Ulrich, 2003; (noise)
Dynamic clamp in L5 pyr somatosensory cortex. Shunting multiplies the voltage, but not the spiking. He adds a GABA blocker and shows that it has an additive effect.
Chance, Abbott, Reyes 2002; (noise)
Dynamic clamp of rat somatosensory cortex slices L5 pyr. Random incoming excitatory and inhibitory synaptic inputs, increasing the "rates" of the inputs causes more shunting and more variance in the injected current. They inject driving current on top of the noisy current, more noise means the gain is decreased. Shunting inhibition without noise leads to shift in the firing-rate curve. They make a model, but its not a simulation -- they have an analytic description of firing rate from noise. The gain effect in the model goes away for high firing rates. Background excitation and inhibition must be balanced.
Mitchell & Silver, 2003; (noise)
Dynamic clamp of cerebellar granule cells. If synaptic excitation is frequency dependent then you get the gain effect, step currents give additive effect. Their IF model gets step shunting inhibition and synaptic excitation, and shows a gain and offset effect. The gain effect requires that the variance of the excitation increases with the level of excitation.
Capaday 2002; (inh feedback or neuromodulators)
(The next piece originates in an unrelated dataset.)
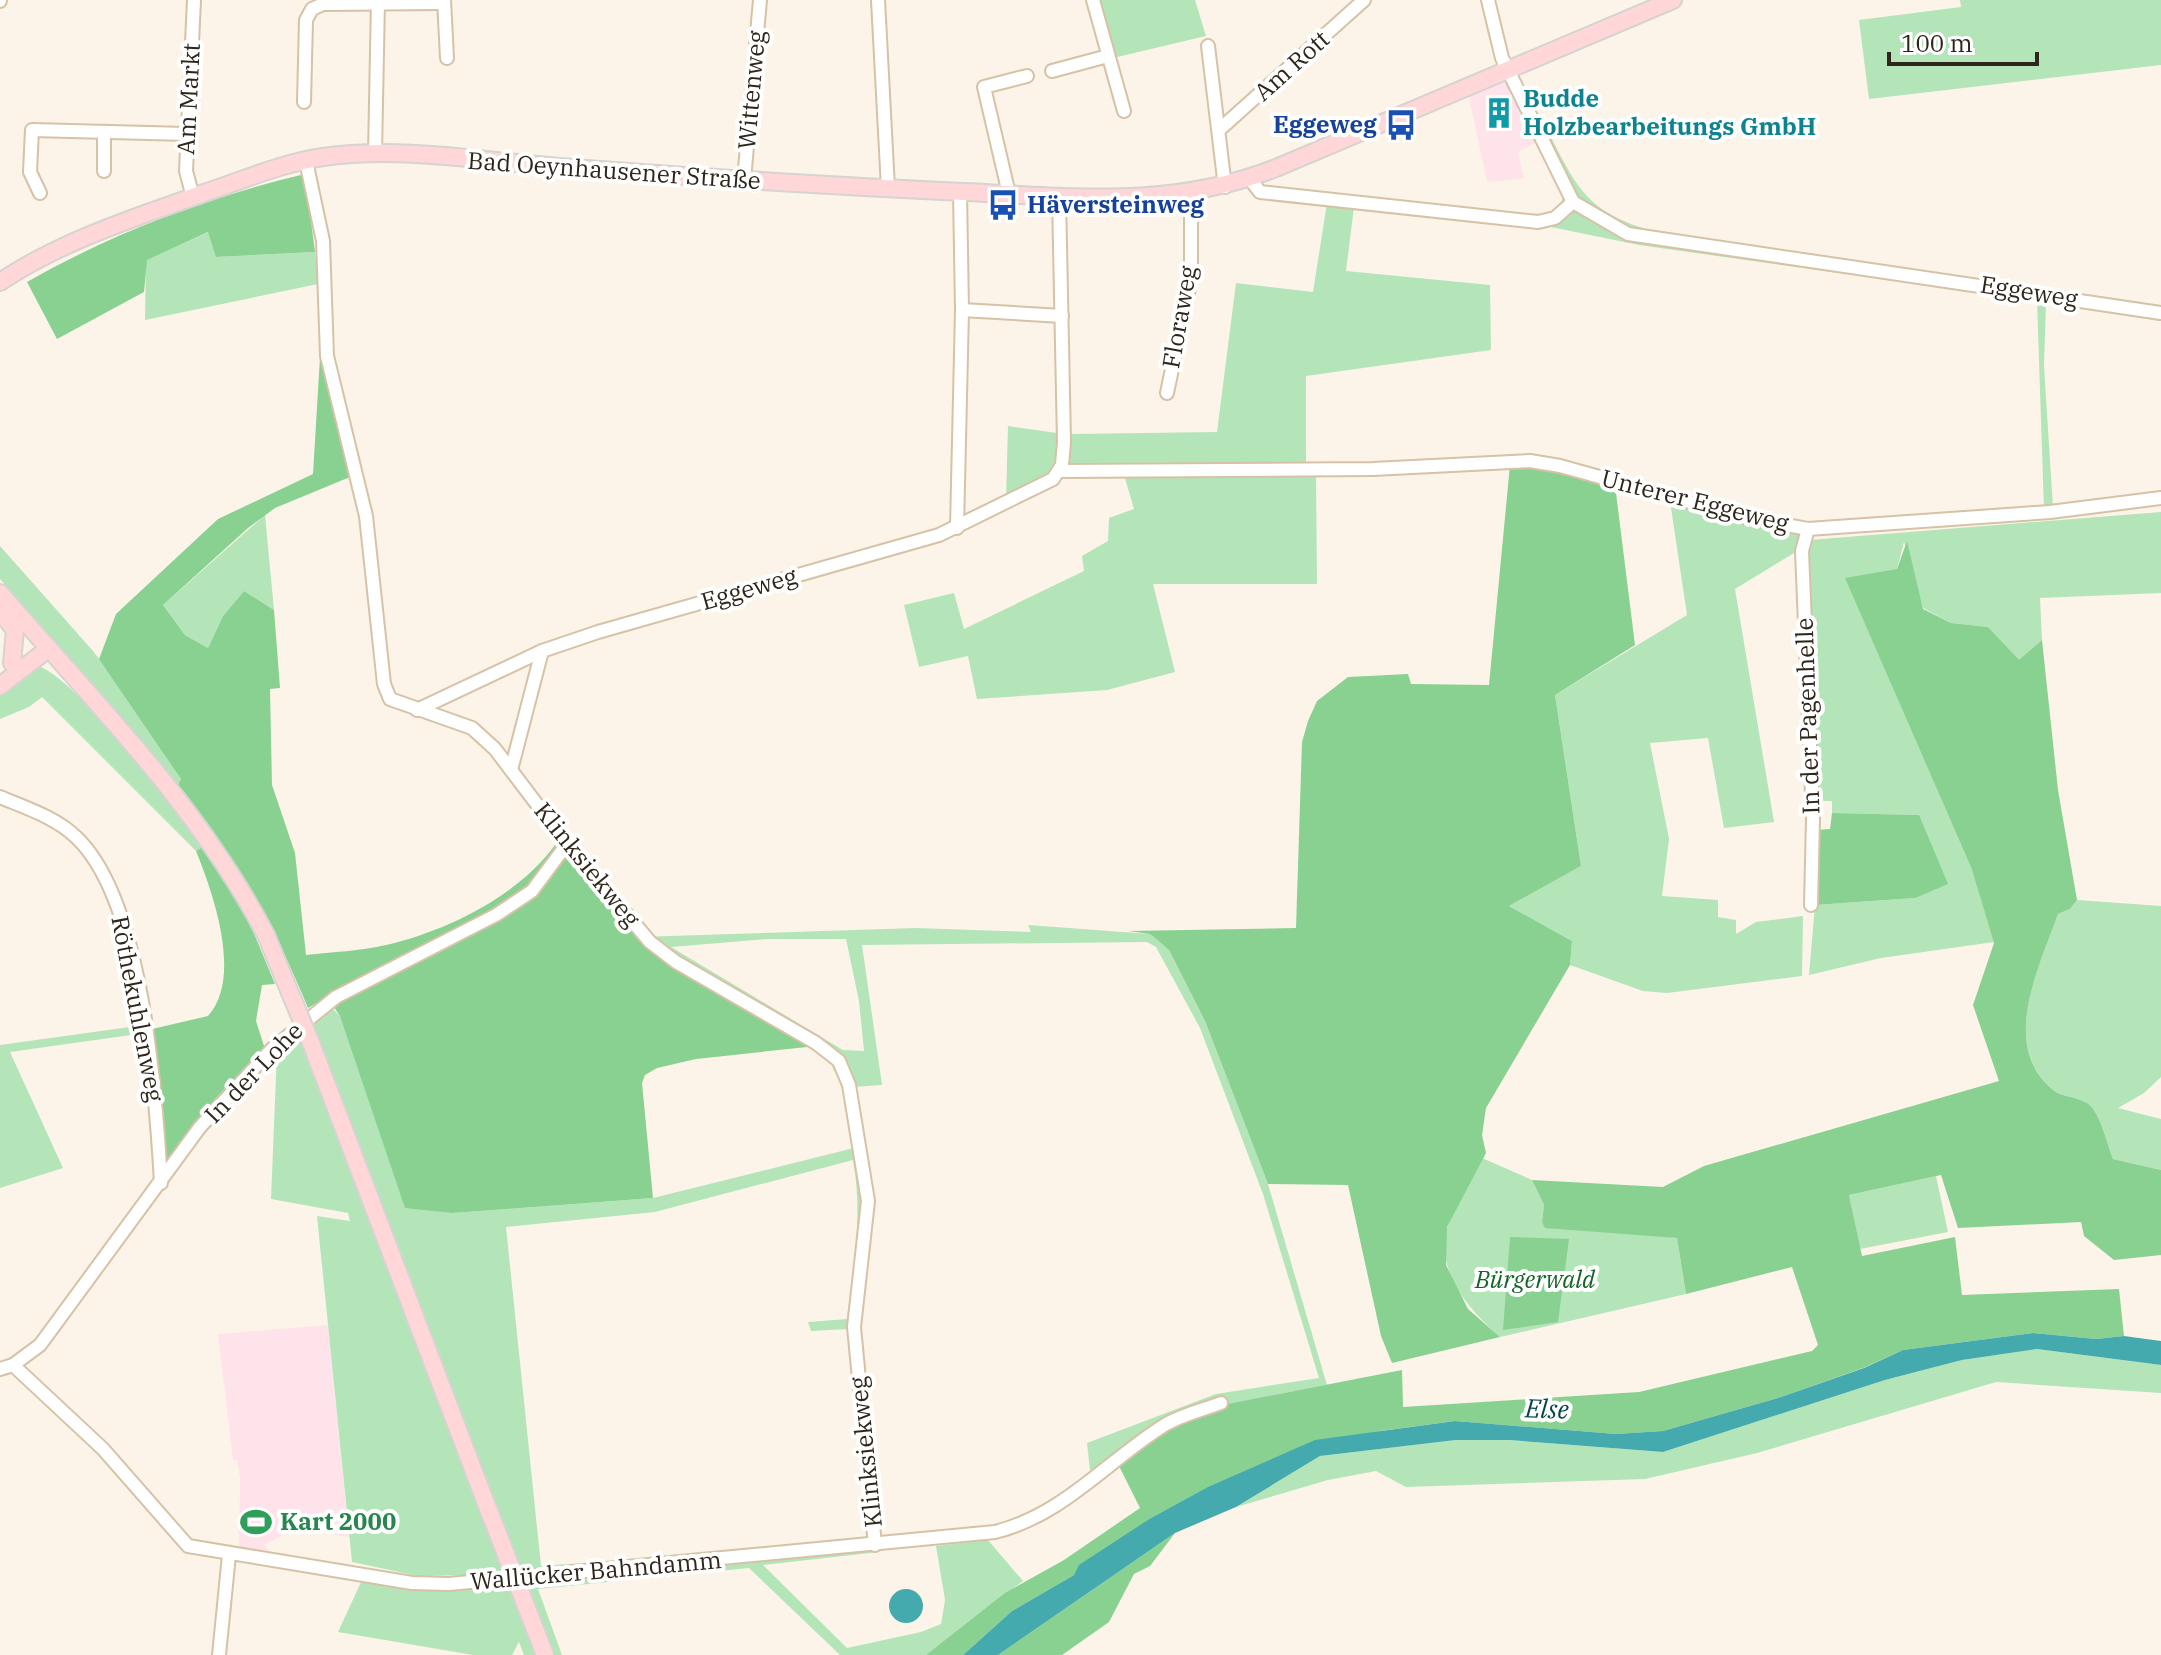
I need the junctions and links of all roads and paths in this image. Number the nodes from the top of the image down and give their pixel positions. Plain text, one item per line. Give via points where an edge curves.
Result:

Two compartment HH-like conductance model of motorneuron (dendrite and soma). He concludes that the mixture of excitatory and inhibitory conductances do not matter for gain, its not synaptic currents per se, but ligand action on receptors capable of activating intrinsic conductances. Inhibitory feedback can also be used to produce gain (circuit mechanism).
Gabbiani & Knopfel 1994;
Granule cell model -- multi-compartment, but "compact" (which effectively makes it a single compartment, I guess they just have a very low intra-cellular resistance). Shunting inhibition is additive and not multiplicative. This is just Holt & Koch before they described it.
Doiron et al. 2000; (noise)
Complex conductance model of pyramidal cell in electric fish and LIF model. Subthreshold shunting is divisive, in spiking regime additive. They get gain but only if there is stochasticity in the inhibition, and only for low firing rates. The gain is only there if the variance of the inhibition increases with the mean conductance.
Abbott & Chance 2005;
"(It is important to note that, despite comments in the literature to the contrary, divisive inhibition
of neuronal responses cannot arise from so called shunting inhibition. As has been shown both theoretically (Gabbiani et al., 1994; Holt and Koch, 1997) and experimentally (Chance et al., 2002),"
Review based on Chance 2002. They both can suggest that the circuit is doing a driving and balancing act to produce the gain, but require changes in the noise variance.
Salinas & Abbot 1996; (circuit)
Recurrent network for gain control.
Hahnloser et al, 2000; (circuit)
Analog circuit, feedback recurrent excitation and inhibition sets up a gain modulation. Can change the inhibition and alter the gain.
Ayaz & Chance 2009; (noise, circuit)
Normalization pool and modulatory pool, normalization pool driven by the stimuli within RF, modulatory pool driven by stimuli in surround. Inhibtion increases proportionally to the sum of both pools. When the pools increase noisy synaptic input you get a gain effect.
Prescott & De Koninck 2003; (noise, dendritic saturation)
Similar to Chance 2002, need noise but also dendritic saturation apparently helps. Multi-compartmental model of L5 pyramidal cell. Many of the other papers talked about how the gain effect goes away for higher inputs, the saturation prevents that.
Burkitt, Meffin, Graydin 2003; (noise, circuit)
LIF model. Two regimes: linear - excitation and extra leak from background noise cancel out, non-linear - leakiness dominates resulting in diminished gain.